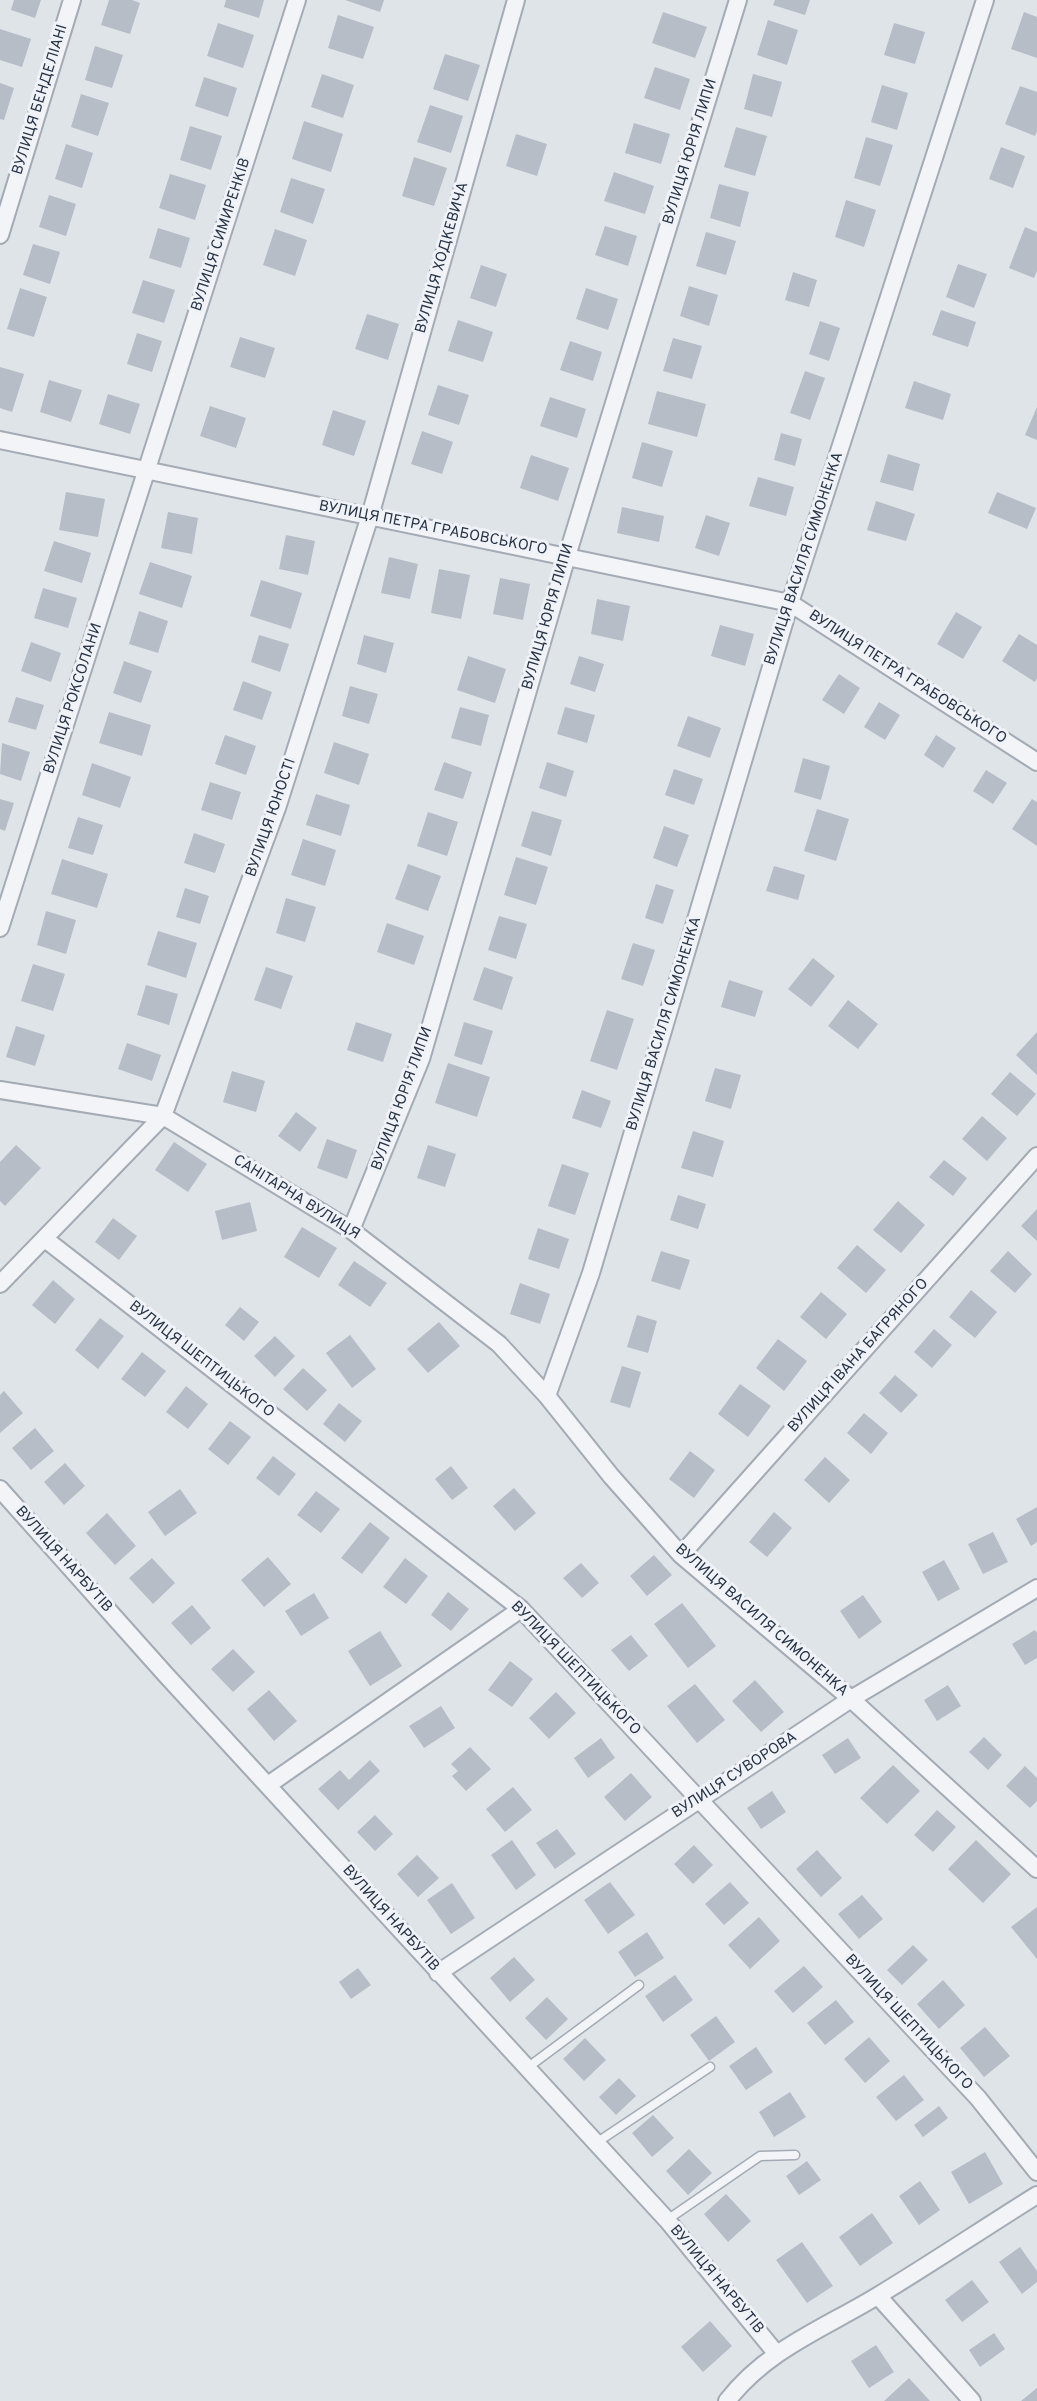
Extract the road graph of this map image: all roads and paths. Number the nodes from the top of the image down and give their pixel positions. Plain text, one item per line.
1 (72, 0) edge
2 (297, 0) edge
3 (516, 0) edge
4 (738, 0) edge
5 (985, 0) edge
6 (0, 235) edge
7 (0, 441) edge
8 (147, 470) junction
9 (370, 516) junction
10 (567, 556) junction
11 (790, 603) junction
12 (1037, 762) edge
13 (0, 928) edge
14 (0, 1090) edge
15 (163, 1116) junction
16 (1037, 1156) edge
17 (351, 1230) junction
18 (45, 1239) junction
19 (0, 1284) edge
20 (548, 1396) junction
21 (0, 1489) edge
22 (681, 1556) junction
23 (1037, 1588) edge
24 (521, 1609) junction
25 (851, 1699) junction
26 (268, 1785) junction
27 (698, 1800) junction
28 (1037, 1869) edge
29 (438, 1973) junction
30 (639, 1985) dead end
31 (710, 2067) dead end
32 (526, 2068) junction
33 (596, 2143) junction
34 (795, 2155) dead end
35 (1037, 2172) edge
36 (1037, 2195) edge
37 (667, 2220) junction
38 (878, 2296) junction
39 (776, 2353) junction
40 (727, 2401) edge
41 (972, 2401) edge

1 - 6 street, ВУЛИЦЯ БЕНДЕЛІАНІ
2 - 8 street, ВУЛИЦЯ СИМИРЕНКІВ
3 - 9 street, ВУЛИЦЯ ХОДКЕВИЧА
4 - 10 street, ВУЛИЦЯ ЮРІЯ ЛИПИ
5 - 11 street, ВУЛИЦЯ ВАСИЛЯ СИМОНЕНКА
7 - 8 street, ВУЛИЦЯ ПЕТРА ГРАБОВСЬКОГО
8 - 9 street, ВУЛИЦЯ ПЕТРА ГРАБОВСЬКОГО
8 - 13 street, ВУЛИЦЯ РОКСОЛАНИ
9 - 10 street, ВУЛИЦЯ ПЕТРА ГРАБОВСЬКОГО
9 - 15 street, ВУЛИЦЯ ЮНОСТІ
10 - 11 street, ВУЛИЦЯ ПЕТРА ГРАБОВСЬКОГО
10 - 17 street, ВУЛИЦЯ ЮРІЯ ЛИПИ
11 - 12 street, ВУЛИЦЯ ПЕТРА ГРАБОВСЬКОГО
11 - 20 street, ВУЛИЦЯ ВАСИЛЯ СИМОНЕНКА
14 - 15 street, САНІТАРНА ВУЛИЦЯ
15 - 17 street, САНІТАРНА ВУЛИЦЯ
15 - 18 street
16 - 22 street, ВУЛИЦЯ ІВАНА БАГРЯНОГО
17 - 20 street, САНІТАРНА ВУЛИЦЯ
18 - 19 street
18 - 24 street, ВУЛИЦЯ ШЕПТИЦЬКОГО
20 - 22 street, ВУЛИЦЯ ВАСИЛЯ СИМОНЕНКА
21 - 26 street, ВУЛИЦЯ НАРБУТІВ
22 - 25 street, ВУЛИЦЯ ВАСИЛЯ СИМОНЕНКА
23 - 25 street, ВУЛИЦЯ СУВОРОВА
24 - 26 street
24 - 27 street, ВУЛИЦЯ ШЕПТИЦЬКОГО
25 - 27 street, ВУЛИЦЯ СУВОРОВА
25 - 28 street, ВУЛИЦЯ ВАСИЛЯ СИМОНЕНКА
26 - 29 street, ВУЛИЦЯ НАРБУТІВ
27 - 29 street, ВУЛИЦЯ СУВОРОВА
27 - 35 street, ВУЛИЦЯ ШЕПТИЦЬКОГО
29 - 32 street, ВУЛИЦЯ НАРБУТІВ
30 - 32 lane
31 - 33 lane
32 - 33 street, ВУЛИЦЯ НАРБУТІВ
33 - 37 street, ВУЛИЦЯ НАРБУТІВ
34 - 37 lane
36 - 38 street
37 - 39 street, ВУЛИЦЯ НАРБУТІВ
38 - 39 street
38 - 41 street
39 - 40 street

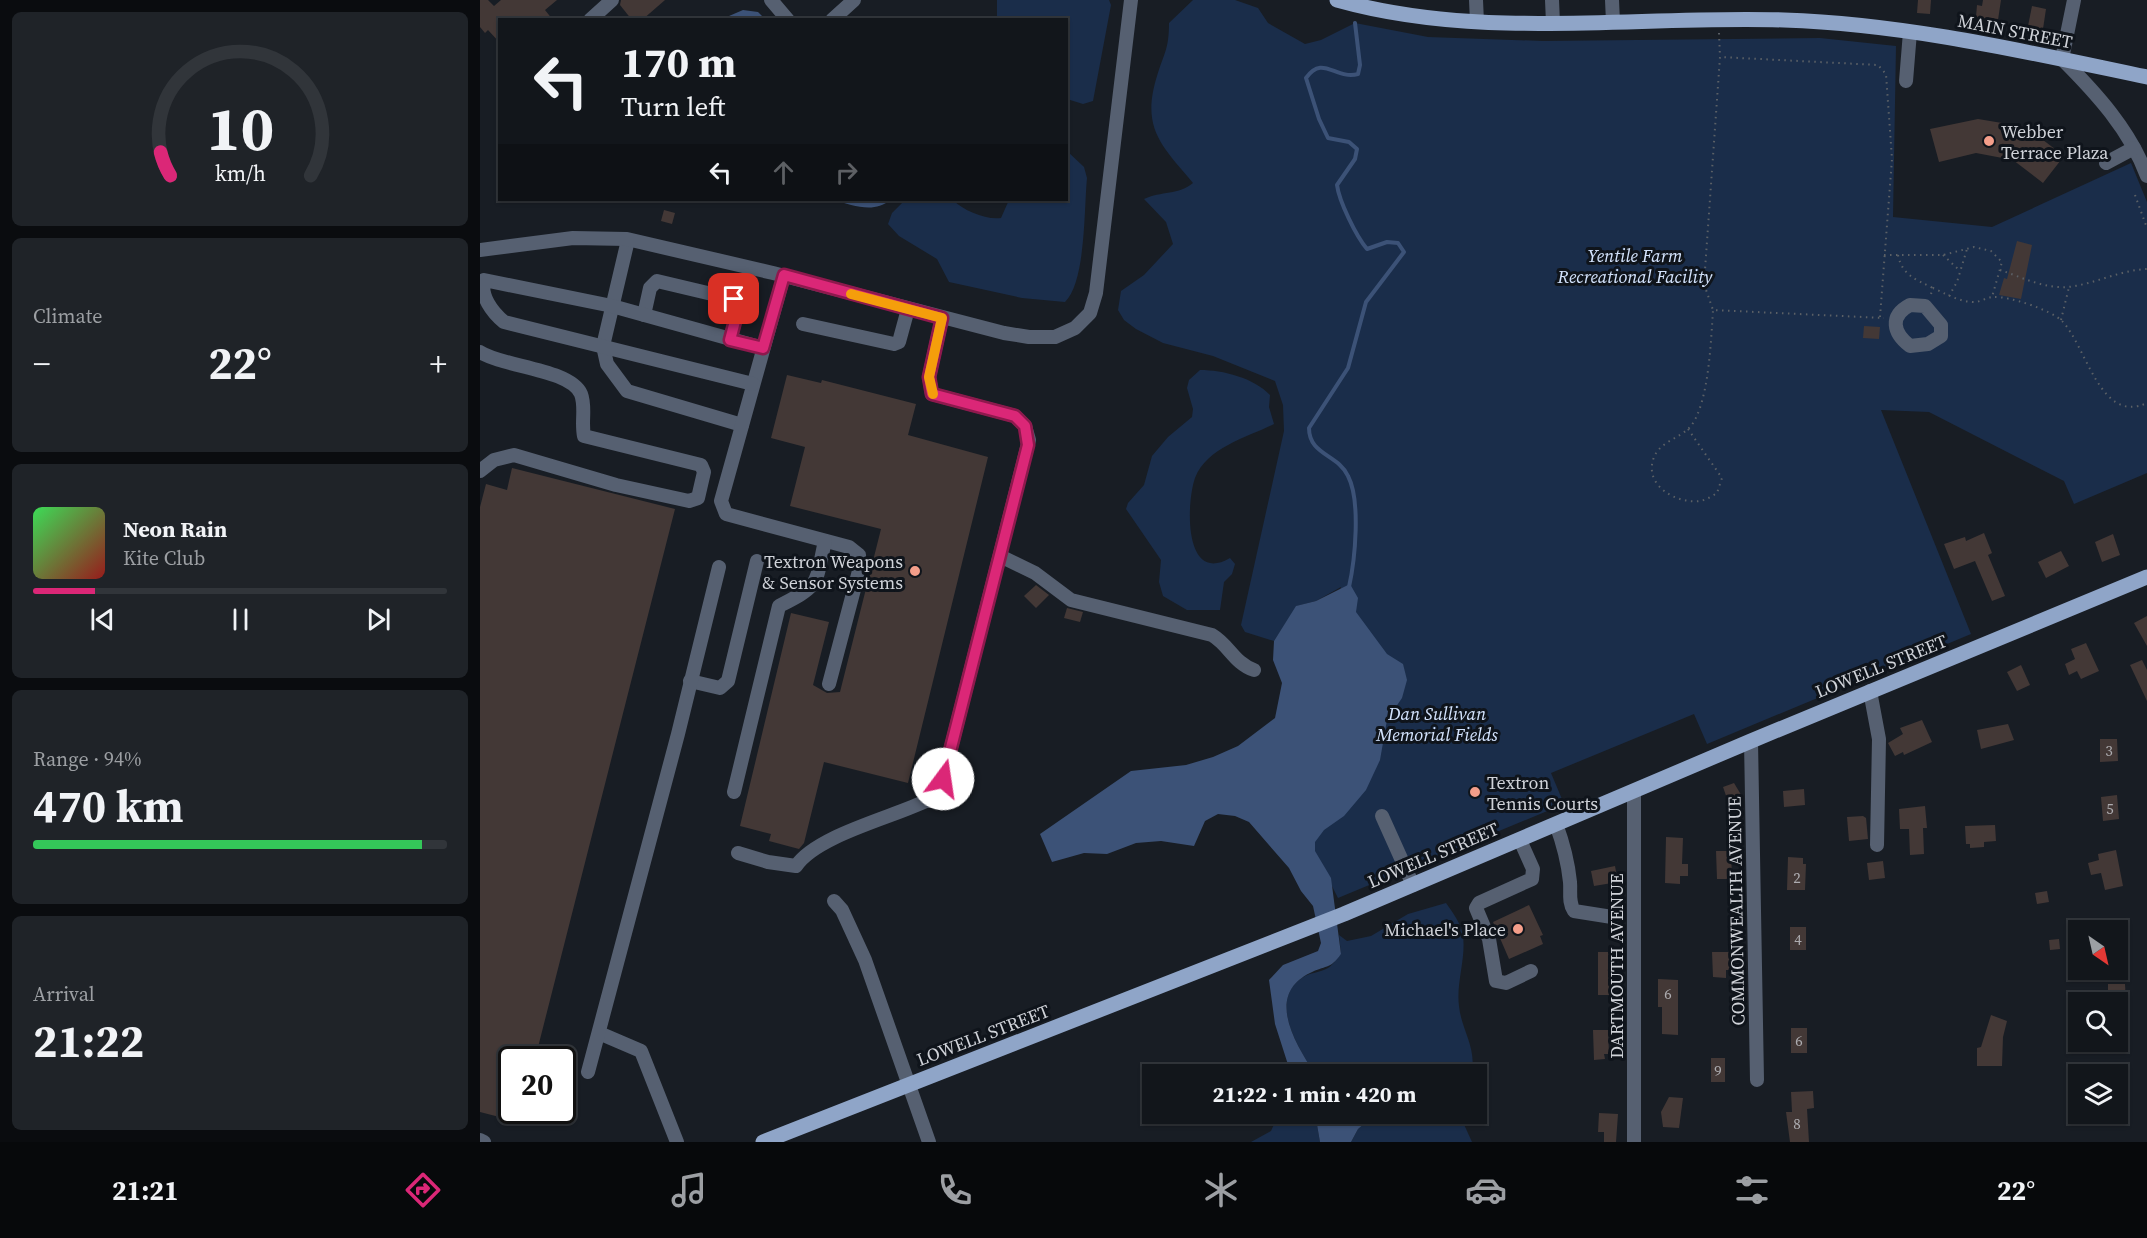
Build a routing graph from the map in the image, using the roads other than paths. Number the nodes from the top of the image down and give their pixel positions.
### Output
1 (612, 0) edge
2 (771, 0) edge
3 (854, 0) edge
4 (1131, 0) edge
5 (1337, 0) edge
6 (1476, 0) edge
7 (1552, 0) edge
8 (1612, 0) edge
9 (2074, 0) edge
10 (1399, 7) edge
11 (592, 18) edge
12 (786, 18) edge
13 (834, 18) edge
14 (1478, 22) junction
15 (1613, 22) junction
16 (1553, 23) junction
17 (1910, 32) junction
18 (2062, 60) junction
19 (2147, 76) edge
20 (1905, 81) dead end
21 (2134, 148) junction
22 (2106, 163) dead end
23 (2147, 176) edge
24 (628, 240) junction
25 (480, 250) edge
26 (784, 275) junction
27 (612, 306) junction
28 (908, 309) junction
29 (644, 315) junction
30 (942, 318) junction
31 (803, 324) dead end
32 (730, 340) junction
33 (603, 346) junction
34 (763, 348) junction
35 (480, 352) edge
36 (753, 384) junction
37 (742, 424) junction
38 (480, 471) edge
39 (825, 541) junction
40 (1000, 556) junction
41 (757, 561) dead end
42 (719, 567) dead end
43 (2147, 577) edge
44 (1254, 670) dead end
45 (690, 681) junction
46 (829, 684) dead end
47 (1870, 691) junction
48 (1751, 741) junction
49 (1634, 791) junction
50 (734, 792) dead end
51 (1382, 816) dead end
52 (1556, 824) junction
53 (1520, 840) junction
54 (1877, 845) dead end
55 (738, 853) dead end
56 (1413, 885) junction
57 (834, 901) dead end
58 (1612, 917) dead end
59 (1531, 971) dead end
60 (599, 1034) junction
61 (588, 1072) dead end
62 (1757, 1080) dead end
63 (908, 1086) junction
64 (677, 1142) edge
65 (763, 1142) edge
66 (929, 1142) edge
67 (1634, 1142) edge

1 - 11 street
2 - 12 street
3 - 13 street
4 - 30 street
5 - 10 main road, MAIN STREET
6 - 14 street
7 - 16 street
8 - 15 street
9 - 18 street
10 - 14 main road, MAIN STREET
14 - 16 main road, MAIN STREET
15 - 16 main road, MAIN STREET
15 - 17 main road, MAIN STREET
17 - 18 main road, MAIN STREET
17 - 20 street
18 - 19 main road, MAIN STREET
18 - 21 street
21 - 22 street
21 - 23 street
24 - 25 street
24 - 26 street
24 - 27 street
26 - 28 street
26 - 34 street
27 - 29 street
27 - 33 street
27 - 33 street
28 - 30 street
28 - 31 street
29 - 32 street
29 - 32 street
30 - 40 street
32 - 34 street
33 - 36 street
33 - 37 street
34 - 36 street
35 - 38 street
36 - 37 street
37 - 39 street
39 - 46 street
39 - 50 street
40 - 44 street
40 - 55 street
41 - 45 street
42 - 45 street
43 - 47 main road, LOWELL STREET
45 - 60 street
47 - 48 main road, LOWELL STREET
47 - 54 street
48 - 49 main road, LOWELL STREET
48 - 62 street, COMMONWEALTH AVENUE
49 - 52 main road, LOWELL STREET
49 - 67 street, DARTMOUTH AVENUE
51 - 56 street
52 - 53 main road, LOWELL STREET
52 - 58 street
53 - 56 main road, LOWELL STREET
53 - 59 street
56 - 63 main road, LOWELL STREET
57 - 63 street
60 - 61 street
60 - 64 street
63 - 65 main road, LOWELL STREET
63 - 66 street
=======
EXERCISE AIM ::
Provide the count, and nothing else, of lines in the data above where the word "from" occurs.

EXPECTED OUTPUT ::
2